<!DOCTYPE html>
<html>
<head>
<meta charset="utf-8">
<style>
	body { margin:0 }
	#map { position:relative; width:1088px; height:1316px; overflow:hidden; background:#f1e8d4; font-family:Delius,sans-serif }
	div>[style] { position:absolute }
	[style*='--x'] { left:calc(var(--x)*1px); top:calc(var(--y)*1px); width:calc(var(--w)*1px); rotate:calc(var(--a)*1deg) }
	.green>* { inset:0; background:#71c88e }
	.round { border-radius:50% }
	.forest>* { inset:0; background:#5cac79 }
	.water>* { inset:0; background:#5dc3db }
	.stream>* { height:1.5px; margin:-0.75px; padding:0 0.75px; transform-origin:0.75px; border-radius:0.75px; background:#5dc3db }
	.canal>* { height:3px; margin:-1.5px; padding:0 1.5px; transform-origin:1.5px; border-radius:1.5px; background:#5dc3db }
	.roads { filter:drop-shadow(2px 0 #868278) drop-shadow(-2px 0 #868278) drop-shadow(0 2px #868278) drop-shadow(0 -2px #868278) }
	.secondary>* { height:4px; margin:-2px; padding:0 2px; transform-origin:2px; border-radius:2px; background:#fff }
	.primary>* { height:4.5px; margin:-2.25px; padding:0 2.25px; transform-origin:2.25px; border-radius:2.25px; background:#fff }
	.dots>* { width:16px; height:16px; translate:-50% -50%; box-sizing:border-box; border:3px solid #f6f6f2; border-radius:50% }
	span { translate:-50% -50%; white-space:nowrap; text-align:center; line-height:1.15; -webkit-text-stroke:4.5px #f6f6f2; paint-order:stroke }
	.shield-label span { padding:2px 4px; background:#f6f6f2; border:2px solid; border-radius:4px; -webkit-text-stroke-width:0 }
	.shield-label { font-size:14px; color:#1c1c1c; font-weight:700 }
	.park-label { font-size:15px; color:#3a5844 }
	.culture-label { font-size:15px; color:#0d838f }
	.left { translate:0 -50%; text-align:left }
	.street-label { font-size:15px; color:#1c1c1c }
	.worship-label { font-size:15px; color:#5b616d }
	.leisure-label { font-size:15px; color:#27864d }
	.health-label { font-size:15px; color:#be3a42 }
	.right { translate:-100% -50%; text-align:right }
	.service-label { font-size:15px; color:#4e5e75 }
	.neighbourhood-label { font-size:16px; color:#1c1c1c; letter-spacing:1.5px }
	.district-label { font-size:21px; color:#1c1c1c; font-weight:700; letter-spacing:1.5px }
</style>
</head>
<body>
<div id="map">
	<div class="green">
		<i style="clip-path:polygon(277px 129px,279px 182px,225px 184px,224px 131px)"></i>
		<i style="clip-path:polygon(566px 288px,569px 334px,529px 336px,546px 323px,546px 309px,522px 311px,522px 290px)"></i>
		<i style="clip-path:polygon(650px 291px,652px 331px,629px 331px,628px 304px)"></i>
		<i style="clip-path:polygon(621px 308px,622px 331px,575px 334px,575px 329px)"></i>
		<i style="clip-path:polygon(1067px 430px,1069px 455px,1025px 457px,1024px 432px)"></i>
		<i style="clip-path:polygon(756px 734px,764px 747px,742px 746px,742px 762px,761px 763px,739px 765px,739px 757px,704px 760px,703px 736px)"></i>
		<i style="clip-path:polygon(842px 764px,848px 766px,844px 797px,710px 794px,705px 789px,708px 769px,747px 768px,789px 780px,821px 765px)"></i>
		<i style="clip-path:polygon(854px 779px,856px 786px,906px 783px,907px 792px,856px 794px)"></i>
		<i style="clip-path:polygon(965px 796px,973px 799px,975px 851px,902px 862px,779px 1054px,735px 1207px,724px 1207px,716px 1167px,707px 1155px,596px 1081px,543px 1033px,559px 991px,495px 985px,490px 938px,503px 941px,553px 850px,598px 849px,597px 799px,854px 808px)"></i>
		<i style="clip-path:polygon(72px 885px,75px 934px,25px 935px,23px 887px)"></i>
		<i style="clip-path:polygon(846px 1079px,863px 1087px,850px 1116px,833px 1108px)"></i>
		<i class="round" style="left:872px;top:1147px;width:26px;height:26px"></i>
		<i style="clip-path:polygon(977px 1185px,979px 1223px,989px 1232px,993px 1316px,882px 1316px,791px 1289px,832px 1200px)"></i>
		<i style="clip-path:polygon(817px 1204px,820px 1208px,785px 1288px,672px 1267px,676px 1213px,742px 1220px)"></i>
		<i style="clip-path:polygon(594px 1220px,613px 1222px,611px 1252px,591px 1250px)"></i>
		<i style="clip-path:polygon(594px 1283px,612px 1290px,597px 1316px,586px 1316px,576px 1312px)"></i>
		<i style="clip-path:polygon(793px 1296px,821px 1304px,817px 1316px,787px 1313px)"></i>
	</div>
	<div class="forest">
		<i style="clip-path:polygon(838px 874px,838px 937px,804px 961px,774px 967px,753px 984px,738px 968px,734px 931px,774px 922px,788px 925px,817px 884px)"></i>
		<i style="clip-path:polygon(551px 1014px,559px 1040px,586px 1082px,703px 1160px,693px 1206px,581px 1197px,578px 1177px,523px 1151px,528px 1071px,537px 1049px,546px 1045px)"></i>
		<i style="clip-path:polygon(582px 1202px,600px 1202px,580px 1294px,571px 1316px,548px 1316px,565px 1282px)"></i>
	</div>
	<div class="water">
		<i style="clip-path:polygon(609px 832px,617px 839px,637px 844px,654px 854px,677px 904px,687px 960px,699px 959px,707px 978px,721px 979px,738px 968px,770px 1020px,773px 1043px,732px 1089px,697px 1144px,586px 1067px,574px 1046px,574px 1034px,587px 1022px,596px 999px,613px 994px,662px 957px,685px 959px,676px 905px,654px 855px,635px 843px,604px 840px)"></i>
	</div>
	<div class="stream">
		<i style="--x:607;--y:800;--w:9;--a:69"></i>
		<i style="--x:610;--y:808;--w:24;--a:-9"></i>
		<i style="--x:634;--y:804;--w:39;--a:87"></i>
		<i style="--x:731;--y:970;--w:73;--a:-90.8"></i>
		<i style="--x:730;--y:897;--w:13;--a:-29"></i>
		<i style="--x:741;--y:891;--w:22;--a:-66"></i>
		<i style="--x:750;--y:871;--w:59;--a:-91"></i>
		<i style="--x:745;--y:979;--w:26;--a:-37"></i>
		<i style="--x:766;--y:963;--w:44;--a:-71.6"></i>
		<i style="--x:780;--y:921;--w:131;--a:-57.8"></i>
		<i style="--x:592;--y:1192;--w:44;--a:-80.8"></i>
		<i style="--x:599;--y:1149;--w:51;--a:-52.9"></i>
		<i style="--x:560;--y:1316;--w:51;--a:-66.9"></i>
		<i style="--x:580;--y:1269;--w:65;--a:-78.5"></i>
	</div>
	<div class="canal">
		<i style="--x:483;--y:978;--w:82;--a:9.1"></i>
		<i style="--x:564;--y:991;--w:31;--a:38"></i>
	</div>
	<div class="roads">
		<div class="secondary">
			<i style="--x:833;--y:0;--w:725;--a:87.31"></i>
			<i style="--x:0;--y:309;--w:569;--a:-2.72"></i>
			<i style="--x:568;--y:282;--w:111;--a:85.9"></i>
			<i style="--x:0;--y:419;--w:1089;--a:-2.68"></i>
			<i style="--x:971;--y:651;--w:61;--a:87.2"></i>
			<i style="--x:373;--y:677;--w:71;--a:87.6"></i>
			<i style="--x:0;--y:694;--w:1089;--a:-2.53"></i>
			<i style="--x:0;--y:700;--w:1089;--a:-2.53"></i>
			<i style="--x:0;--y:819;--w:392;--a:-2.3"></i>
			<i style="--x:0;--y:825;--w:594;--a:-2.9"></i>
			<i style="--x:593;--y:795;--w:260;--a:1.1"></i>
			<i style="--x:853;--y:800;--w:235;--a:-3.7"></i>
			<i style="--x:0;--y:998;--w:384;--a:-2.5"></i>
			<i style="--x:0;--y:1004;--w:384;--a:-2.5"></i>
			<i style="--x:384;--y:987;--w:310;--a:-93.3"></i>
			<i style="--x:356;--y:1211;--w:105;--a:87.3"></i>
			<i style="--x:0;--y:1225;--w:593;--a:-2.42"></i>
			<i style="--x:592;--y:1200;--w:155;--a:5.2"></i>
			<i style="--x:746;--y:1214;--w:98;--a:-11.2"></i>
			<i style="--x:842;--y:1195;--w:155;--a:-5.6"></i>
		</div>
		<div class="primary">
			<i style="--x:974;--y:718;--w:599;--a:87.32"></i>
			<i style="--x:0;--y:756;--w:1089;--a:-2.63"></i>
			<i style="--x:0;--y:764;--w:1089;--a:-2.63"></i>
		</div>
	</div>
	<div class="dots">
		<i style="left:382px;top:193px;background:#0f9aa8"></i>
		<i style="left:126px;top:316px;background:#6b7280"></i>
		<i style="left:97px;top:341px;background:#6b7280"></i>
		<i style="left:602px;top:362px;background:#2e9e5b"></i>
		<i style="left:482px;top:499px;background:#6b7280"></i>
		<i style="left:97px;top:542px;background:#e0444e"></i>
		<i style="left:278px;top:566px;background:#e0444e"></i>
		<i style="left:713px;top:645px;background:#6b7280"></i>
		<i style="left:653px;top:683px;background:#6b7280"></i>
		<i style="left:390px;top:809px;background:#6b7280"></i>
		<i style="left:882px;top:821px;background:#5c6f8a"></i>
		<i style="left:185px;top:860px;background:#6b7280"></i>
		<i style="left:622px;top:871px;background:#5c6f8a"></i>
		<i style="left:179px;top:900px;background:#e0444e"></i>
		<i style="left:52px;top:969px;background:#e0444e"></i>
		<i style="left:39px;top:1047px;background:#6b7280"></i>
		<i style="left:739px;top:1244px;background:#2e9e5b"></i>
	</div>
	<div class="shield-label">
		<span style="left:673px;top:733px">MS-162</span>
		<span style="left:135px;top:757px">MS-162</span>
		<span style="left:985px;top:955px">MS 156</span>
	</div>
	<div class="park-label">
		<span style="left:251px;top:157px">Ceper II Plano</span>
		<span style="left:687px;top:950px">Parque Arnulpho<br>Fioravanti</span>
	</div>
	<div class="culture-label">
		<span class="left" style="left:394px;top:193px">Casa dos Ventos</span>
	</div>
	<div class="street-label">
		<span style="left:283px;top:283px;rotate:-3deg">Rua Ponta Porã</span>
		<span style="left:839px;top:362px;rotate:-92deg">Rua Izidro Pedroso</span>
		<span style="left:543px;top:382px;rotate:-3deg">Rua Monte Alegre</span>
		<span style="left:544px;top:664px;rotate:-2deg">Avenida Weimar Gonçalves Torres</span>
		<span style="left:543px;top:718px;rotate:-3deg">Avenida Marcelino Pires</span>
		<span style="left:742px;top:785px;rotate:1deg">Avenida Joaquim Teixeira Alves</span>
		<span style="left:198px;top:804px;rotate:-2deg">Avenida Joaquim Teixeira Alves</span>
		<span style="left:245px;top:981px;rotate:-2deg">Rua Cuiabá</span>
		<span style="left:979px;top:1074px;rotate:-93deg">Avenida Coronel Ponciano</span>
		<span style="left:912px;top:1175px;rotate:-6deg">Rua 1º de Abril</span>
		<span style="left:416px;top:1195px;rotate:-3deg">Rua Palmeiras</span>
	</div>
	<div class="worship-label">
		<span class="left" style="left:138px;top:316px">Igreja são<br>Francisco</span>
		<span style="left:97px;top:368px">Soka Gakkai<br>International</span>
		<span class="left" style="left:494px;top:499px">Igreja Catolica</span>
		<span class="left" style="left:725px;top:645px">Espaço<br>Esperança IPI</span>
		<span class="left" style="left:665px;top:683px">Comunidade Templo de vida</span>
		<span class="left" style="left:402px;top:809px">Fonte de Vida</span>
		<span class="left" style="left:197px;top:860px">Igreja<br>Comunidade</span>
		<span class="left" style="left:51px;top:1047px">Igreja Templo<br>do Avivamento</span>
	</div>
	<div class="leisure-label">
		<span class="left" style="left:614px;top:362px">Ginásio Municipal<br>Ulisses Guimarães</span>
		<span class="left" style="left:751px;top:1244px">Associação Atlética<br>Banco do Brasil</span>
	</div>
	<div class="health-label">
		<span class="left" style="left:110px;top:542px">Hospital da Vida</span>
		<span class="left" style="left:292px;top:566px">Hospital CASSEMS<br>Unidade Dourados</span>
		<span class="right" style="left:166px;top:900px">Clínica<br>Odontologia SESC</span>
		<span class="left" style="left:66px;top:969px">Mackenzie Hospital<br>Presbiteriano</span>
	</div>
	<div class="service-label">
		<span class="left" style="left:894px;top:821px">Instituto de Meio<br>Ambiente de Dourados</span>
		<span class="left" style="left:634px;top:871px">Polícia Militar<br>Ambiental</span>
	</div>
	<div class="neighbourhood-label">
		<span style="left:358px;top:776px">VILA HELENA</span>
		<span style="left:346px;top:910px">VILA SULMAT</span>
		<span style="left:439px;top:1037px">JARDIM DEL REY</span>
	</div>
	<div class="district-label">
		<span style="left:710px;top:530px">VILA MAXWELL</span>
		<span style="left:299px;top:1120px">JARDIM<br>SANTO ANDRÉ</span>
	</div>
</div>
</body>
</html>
|---|
* What is needed: Count the lines of the material that include the word "position", then report only the total.

* Exercise result: 2